Authors: Patricia Gaffney
Lily blinked up at him, aware of a powerful sense of relief. She had made an assumption that he knew all about the meager lot of his servants, that Howe’s niggardly treatment of them was at his direction, or at least with his consent. To learn otherwise made her feel lighthearted—and strangely, like crying. She started to speak when she saw that his face had grown dark and grim.
“I’m sorry they’re gone, Howe and her bastard son. If they were still here, I swear before God, I’d—” He halted, and clamped down on some powerful emotion. “What happened”—he took a deep breath—“what happened was my fault. If I could change—anything …” He stopped again.
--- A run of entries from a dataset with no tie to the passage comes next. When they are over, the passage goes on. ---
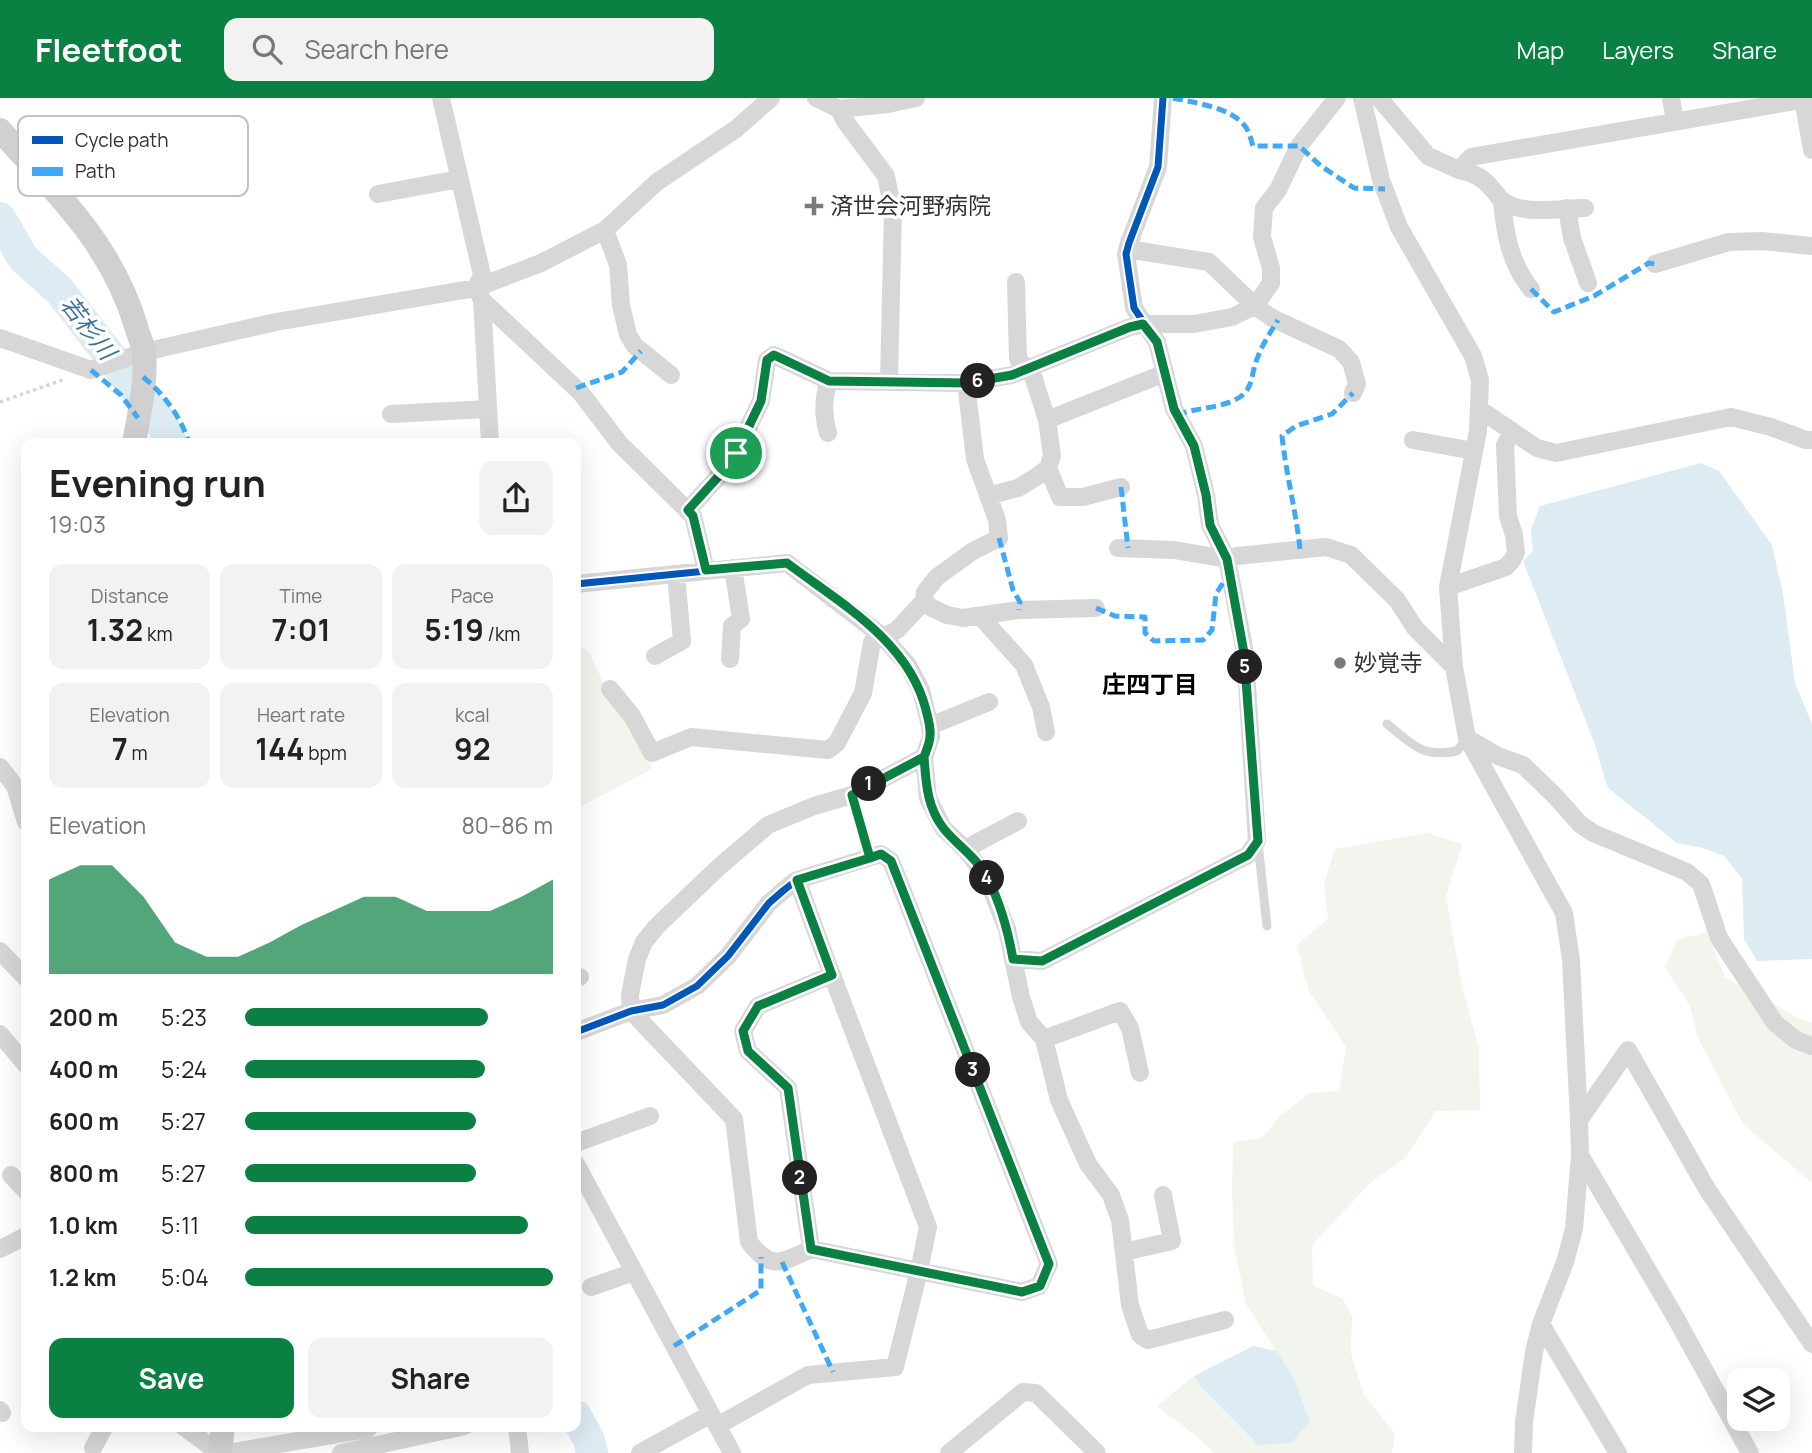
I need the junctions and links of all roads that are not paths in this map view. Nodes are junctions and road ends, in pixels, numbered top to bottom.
1 (441, 98) edge
2 (771, 98) edge
3 (816, 98) edge
4 (916, 98) edge
5 (1163, 98) edge
6 (1336, 98) edge
7 (1362, 98) edge
8 (1379, 98) edge
9 (1671, 98) edge
10 (1808, 99) edge
11 (839, 108) junction
12 (1675, 122) junction
13 (0, 130) edge
14 (1812, 150) edge
15 (18, 151) edge
16 (1460, 170) junction
17 (459, 179) junction
18 (378, 194) dead end
19 (58, 196) edge
20 (1502, 201) junction
21 (605, 230) junction
22 (1812, 246) edge
23 (1127, 249) junction
24 (1654, 264) dead end
25 (1016, 282) dead end
26 (1588, 283) dead end
27 (1531, 289) dead end
28 (479, 294) junction
29 (1255, 306) junction
30 (1143, 324) junction
31 (0, 338) edge
32 (138, 363) junction
33 (1027, 370) junction
34 (1165, 373) junction
35 (671, 375) dead end
36 (889, 380) junction
37 (829, 381) junction
38 (966, 383) junction
39 (1353, 393) dead end
40 (487, 409) junction
41 (1479, 409) junction
42 (391, 414) dead end
43 (1048, 420) junction
44 (828, 433) dead end
45 (1511, 433) junction
46 (135, 438) edge
47 (490, 438) edge
48 (1413, 440) dead end
49 (1809, 440) edge
50 (1474, 451) junction
51 (1812, 458) edge
52 (1048, 468) junction
53 (1121, 487) dead end
54 (988, 496) junction
55 (688, 510) junction
56 (1118, 548) dead end
57 (1227, 559) junction
58 (733, 568) junction
59 (706, 570) junction
60 (676, 574) junction
61 (581, 584) edge
62 (1448, 587) junction
63 (924, 601) junction
64 (1096, 608) dead end
65 (980, 616) junction
66 (882, 636) junction
67 (655, 656) dead end
68 (730, 659) dead end
69 (1454, 667) junction
70 (610, 689) dead end
71 (989, 702) dead end
72 (1387, 724) dead end
73 (930, 726) junction
74 (1046, 732) dead end
75 (1467, 738) junction
76 (924, 757) junction
77 (1, 769) edge
78 (21, 806) edge
79 (1018, 821) dead end
80 (1258, 841) junction
81 (965, 849) junction
82 (797, 880) junction
83 (1268, 926) dead end
84 (0, 951) edge
85 (1013, 959) junction
86 (21, 973) edge
87 (832, 975) junction
88 (631, 1012) junction
89 (581, 1030) edge
90 (0, 1034) edge
91 (1044, 1039) junction
92 (1812, 1046) edge
93 (21, 1059) edge
94 (1140, 1073) dead end
95 (650, 1116) dead end
96 (1579, 1120) junction
97 (581, 1141) edge
98 (1580, 1155) junction
99 (581, 1173) edge
100 (11, 1175) dead end
101 (21, 1186) edge
102 (1163, 1195) dead end
103 (21, 1238) edge
104 (0, 1249) edge
105 (811, 1249) junction
106 (1124, 1252) junction
107 (919, 1271) junction
108 (634, 1272) junction
109 (591, 1287) dead end
110 (1224, 1320) dead end
111 (1541, 1324) junction
112 (1812, 1344) edge
113 (714, 1420) junction
114 (102, 1432) edge
115 (191, 1432) edge
116 (222, 1432) edge
117 (350, 1432) edge
118 (437, 1432) edge
119 (518, 1432) edge
120 (93, 1448) dead end
121 (1092, 1451) edge
122 (220, 1453) edge
123 (227, 1453) edge
124 (341, 1453) edge
125 (520, 1453) edge
126 (640, 1453) edge
127 (732, 1453) edge
128 (949, 1453) edge
129 (1523, 1453) edge
130 (1618, 1453) edge
131 (1750, 1453) edge

1 - 17 street
2 - 21 street
3 - 11 street
4 - 11 street
5 - 23 street
6 - 29 street
7 - 41 street
8 - 16 street
9 - 12 street
10 - 12 street
10 - 14 street
11 - 36 street
12 - 16 street
13 - 15 main road
16 - 20 street
17 - 18 street
17 - 28 street
19 - 32 main road
20 - 26 street
20 - 27 street
21 - 28 street
21 - 35 street
22 - 24 street
23 - 29 street
23 - 30 street
25 - 33 street
28 - 32 street
28 - 40 street
28 - 55 street
29 - 30 street
29 - 39 street
30 - 33 street
30 - 34 street
31 - 32 street
32 - 46 main road
33 - 38 street
33 - 43 street
34 - 43 street
34 - 57 street
36 - 37 street
36 - 38 street
37 - 44 street
37 - 55 street
38 - 54 street
40 - 42 street
40 - 47 street
41 - 45 street
41 - 50 street
43 - 52 street
45 - 49 street
45 - 62 street
48 - 50 street
49 - 51 street
50 - 62 street
52 - 53 street
52 - 54 street
54 - 63 street
55 - 59 street
56 - 57 street
57 - 69 street
57 - 80 street
58 - 59 street
58 - 66 street
58 - 68 street
59 - 60 street
60 - 61 street
60 - 67 street
62 - 69 street
63 - 65 street
63 - 66 street
64 - 65 street
65 - 74 street
66 - 70 street
66 - 73 street
69 - 75 street
71 - 73 street
72 - 75 lane
73 - 76 street
75 - 92 street
75 - 96 street
76 - 81 street
76 - 88 street
77 - 78 street
79 - 81 street
80 - 83 lane
80 - 85 street
81 - 85 street
82 - 87 street
82 - 88 street
82 - 107 street
84 - 86 street
85 - 91 street
87 - 105 street
87 - 107 street
88 - 89 street
88 - 105 street
90 - 93 street
91 - 94 street
91 - 106 street
95 - 97 street
96 - 98 street
96 - 112 street
98 - 111 street
98 - 131 street
99 - 108 street
100 - 101 street
102 - 106 street
103 - 104 street
105 - 107 street
106 - 110 street
107 - 113 street
108 - 109 street
108 - 113 street
111 - 129 street
111 - 130 street
113 - 126 street
113 - 127 street
114 - 120 street
115 - 122 street
116 - 122 main road
117 - 123 street
118 - 124 street
119 - 125 street
121 - 128 street

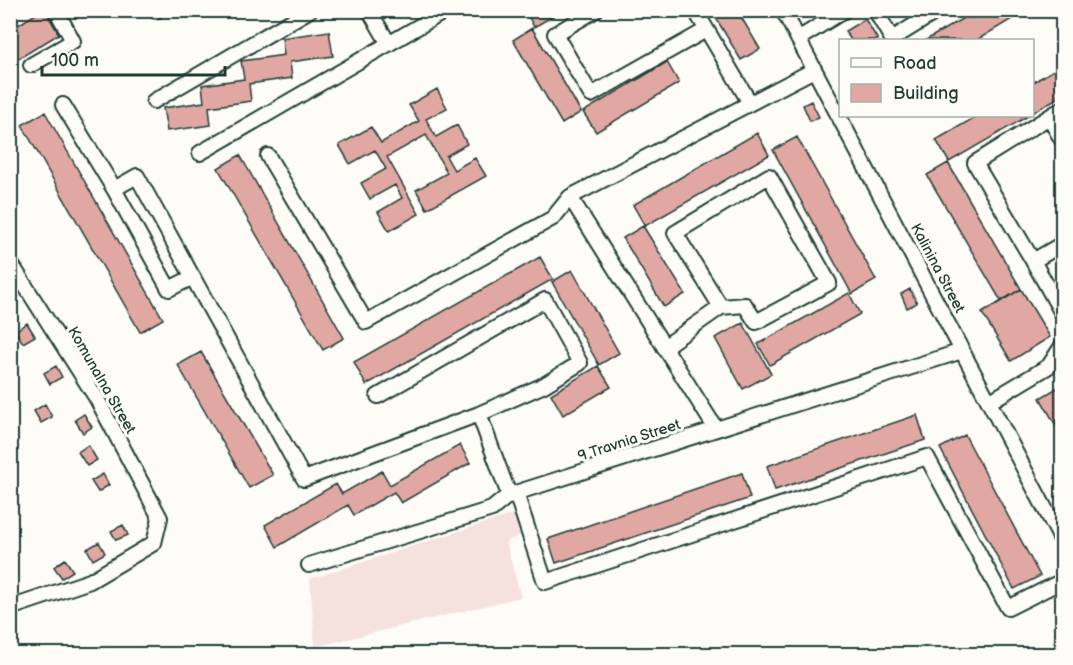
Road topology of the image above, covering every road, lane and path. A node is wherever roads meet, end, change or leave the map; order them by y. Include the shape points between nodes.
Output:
1 (56, 10) edge
2 (310, 10) edge
3 (369, 10) edge
4 (447, 10) edge
5 (596, 10) edge
6 (694, 10) edge
7 (783, 10) edge
8 (845, 10) edge
9 (875, 10) edge
10 (939, 10) edge
11 (706, 30) junction
12 (798, 39) junction
13 (389, 44) junction
14 (31, 65) dead end
15 (814, 70) junction
16 (154, 101) dead end
17 (750, 103) junction
18 (63, 105) dead end
19 (1062, 109) edge
20 (1049, 117) junction
21 (1062, 140) edge
22 (200, 153) dead end
23 (268, 156) dead end
24 (114, 189) junction
25 (570, 197) junction
26 (1062, 244) edge
27 (1033, 261) junction
28 (10, 262) edge
29 (193, 278) junction
30 (721, 308) junction
31 (1062, 313) edge
32 (1062, 346) edge
33 (664, 347) junction
34 (962, 351) junction
35 (378, 396) dead end
36 (989, 402) junction
37 (479, 414) junction
38 (716, 429) junction
39 (512, 494) junction
40 (1062, 541) edge
41 (309, 565) dead end
42 (1062, 581) edge
43 (10, 608) edge

1 - 14 street via 73,41
2 - 16 street
3 - 13 street
4 - 13 street
5 - 11 street via 555,34 591,95
6 - 11 street
7 - 12 street, Kalinina Street
8 - 12 street
9 - 10 street via 892,39
11 - 17 street
12 - 15 street, Kalinina Street
13 - 22 street
15 - 17 street
15 - 34 street, Kalinina Street
17 - 25 street
18 - 24 street
19 - 20 street
20 - 21 street
20 - 27 street via 975,163
23 - 25 street via 366,322 553,218
24 - 29 street via 169,289
24 - 29 street via 137,176
25 - 33 street
26 - 27 street
27 - 31 street
28 - 43 street, Komunalna Street via 97,399 160,518 154,543 90,581
29 - 37 street via 304,479
30 - 30 street via 675,233 769,176 829,283 756,322 745,305
30 - 33 street
32 - 36 street via 1049,366
33 - 38 street
34 - 36 street, Kalinina Street
34 - 38 street, 9 Travnia Street
35 - 37 street via 544,300 580,363 544,385
36 - 40 street, Kalinina Street
37 - 39 street
38 - 39 street, 9 Travnia Street
39 - 41 street, 9 Travnia Street via 492,509
39 - 42 street via 545,582 927,457 1008,608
Lily felt tears burn again at the back of her throat. She searched his eyes, so somber. The taut parentheses on either side of his mouth were white with tension; she wanted to soothe them with her fingertips. “It’s all right,” she whispered. “You didn’t know.”
“No.
I didn’t know.
But that was my crime, not my excuse.”
“But it’s all right now.”
Her understanding goaded him. “No, it’s far from all right. You could have been killed. Or raped, or hurt so badly—”
“But I wasn’t. And you—”
“But you could have been.”
“Dev—” She stumbled over his name. She had no right to call him that now. They were both silent, hampered and uneasy, not looking at each other. But she couldn’t stop her hand from going out to him, hesitantly. She laid her fingers on his wrist, ever so lightly. Just to touch him. To soothe him, and to take comfort for herself. She closed her eyes and felt another surge of blackness rushing toward her.
“Lily,” he said, bowing his head. “I can’t ask you to forgive me. I only want you to know that I’m sorry. I’m so sorry.” He kept speaking, his voice low and intense; but in spite of her best efforts, her grip on the meaning of the words loosened and loosened until finally it seemed only fair to tell him.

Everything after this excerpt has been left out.